So the other day I was working in my mother’s garden. Now let’s think for a second here: I’m a teen with a lot of friends and extracurricular things to do. Normally, weeding my mother’s flower bed is not where I would have preferred to be.
I guess the reason why I’m writing about this is because I had a thought that would cross my mind before, but became the focus of my attention at the moment. I dug my trowel into the muddy earth, and as I pulled a dandelion, I thought about just how wonderful the whole concept of a garden really is. The outcome is entirely dependant upon the gardener’s dedication and patience. Two huge ideas I need to put some more work into.

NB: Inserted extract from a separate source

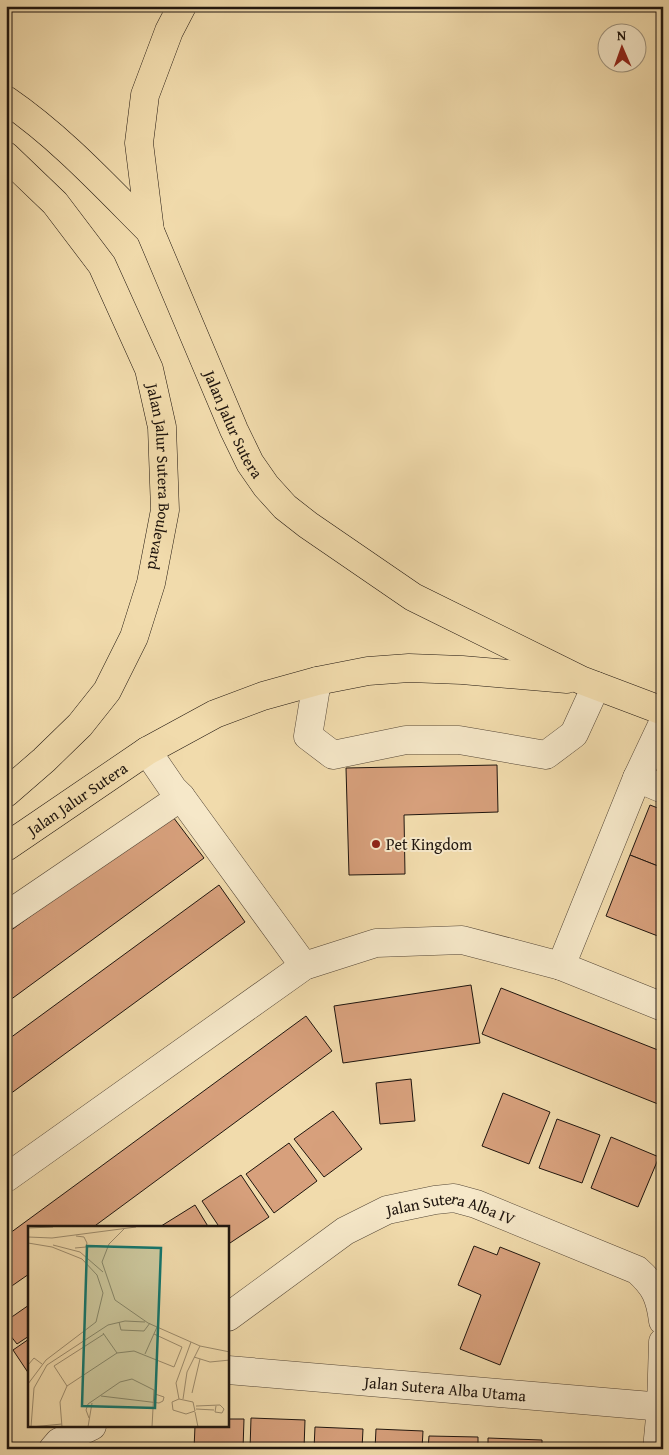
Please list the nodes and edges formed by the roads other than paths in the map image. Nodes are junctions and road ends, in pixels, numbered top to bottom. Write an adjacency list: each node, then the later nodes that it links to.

My favourite flower above all is a violet. Not only because they are a pretty purple, with a burst of yellow from the center, but because they grow all over our garden. My mom can’t get rid of them. A few years ago, she intentionally planted them for a certain arrangement in the spring, but they just don’t seem to go away. They are even starting to grow out of the garden and into the grass, where the dandelions try to choke them out but just can’t get a hold on them.
Now, you might ask, where am I going with all of this? As I looked at all of the violets springing at random from the ground, I began to admire this little flower. What if I was just as small, yet undefeatable as it? What if no matter what, I dedicated everything I was to growing, just growing. And I don’t mean in height, growing as in character.
We all try to be good people, but what would we be like if we were on 24/7 alert of our behaviour? What if we all took what was given to make us better people, and give it back humbly, just like a violet?
It did not take much pondering to decide to try and be like that little violet that I secretly admire. Maybe someday I will grow among weeds and be just as contempt.